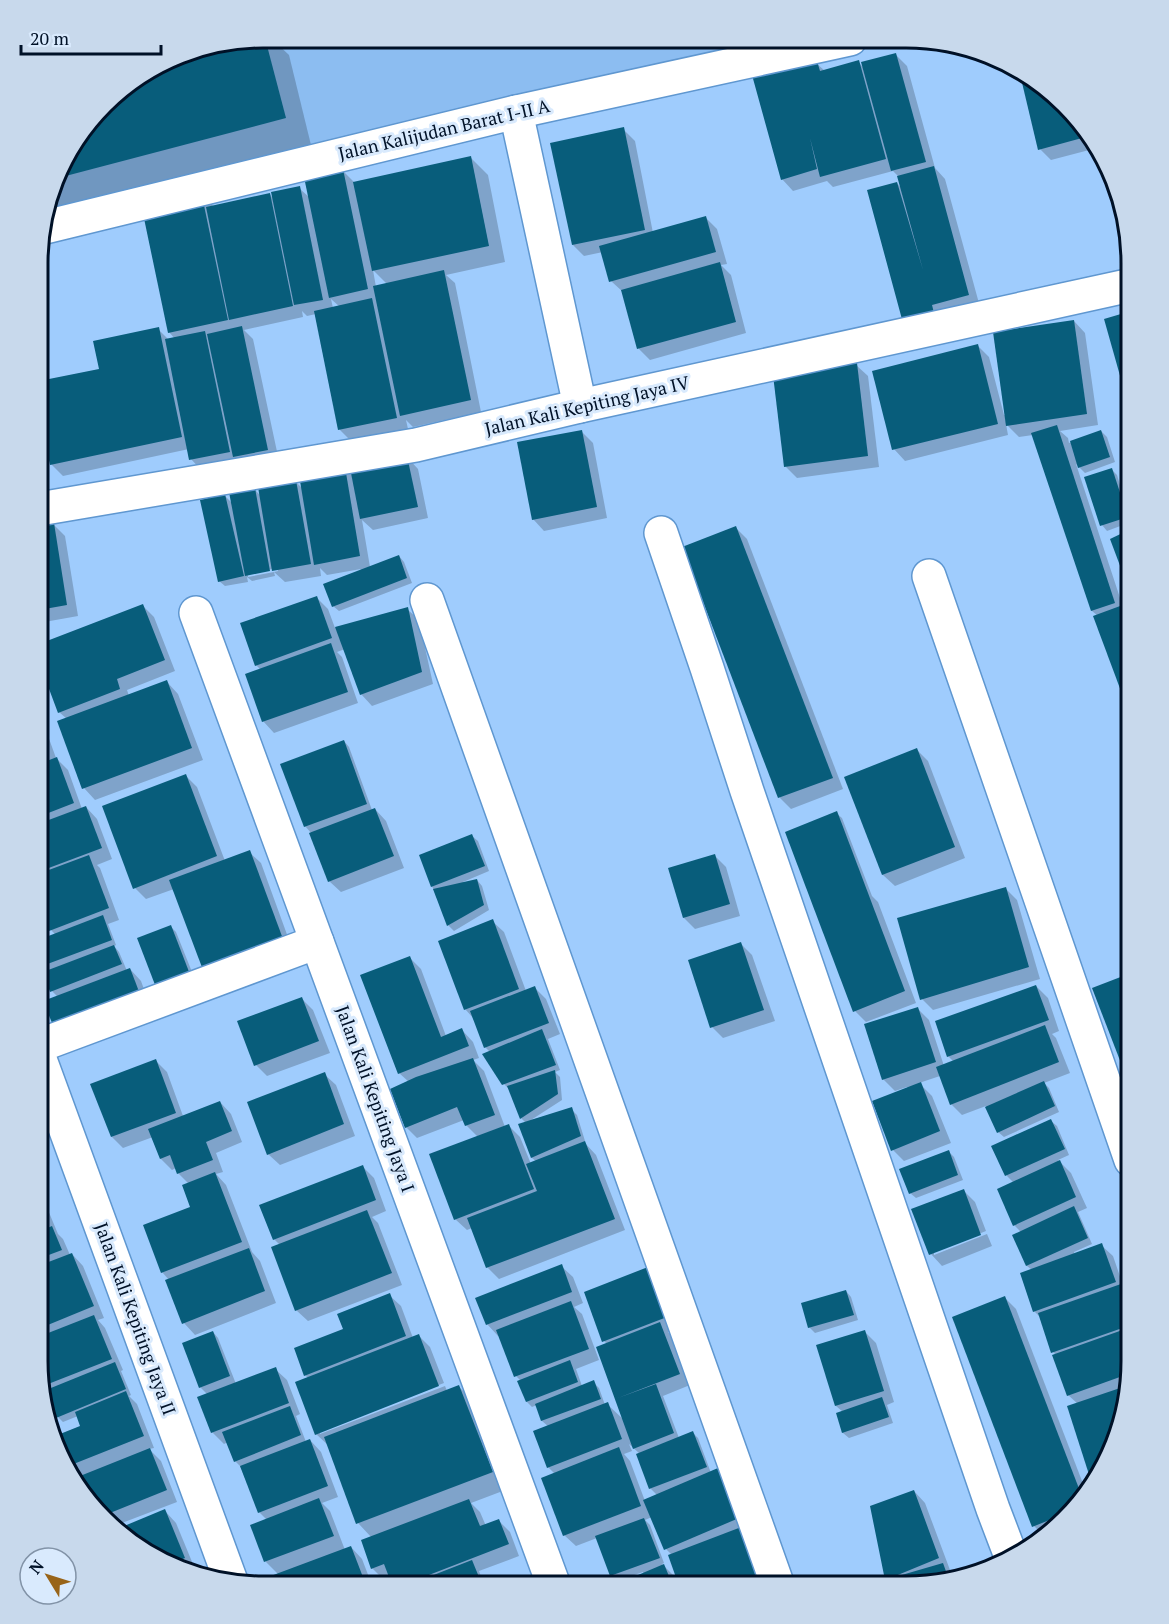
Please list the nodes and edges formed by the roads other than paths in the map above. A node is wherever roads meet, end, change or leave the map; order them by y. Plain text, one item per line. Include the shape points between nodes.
1 (809, 48) edge
2 (516, 112) junction
3 (51, 225) edge
4 (1121, 287) edge
5 (580, 406) junction
6 (48, 507) edge
7 (661, 533) dead end
8 (929, 576) dead end
9 (426, 600) dead end
10 (196, 613) dead end
11 (317, 942) junction
12 (48, 1042) edge
13 (48, 1081) edge
14 (1121, 1131) edge
15 (1009, 1550) edge
16 (228, 1573) edge
17 (550, 1576) edge
18 (774, 1576) edge

1 - 2 street, Jalan Kalijudan Barat I-II A
2 - 3 street, Jalan Kalijudan Barat I-II A
2 - 5 street
4 - 5 street, Jalan Kali Kepiting Jaya IV
5 - 6 street, Jalan Kali Kepiting Jaya IV via 416,445
7 - 15 street
8 - 14 street
9 - 18 street
10 - 11 street, Jalan Kali Kepiting Jaya I
11 - 12 street
11 - 17 street, Jalan Kali Kepiting Jaya I
13 - 16 street, Jalan Kali Kepiting Jaya II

* TASK OBJECTIVE *
Copy the data precisely. Skip every picture.

* WRITTEN RESPONSE *
Please list the nodes and edges formed by the roads other than paths in the map above. A node is wherever roads meet, end, change or leave the map; order them by y. Plain text, one item per line. Include the shape points between nodes.
1 (809, 48) edge
2 (516, 112) junction
3 (51, 225) edge
4 (1121, 287) edge
5 (580, 406) junction
6 (48, 507) edge
7 (661, 533) dead end
8 (929, 576) dead end
9 (426, 600) dead end
10 (196, 613) dead end
11 (317, 942) junction
12 (48, 1042) edge
13 (48, 1081) edge
14 (1121, 1131) edge
15 (1009, 1550) edge
16 (228, 1573) edge
17 (550, 1576) edge
18 (774, 1576) edge

1 - 2 street, Jalan Kalijudan Barat I-II A
2 - 3 street, Jalan Kalijudan Barat I-II A
2 - 5 street
4 - 5 street, Jalan Kali Kepiting Jaya IV
5 - 6 street, Jalan Kali Kepiting Jaya IV via 416,445
7 - 15 street
8 - 14 street
9 - 18 street
10 - 11 street, Jalan Kali Kepiting Jaya I
11 - 12 street
11 - 17 street, Jalan Kali Kepiting Jaya I
13 - 16 street, Jalan Kali Kepiting Jaya II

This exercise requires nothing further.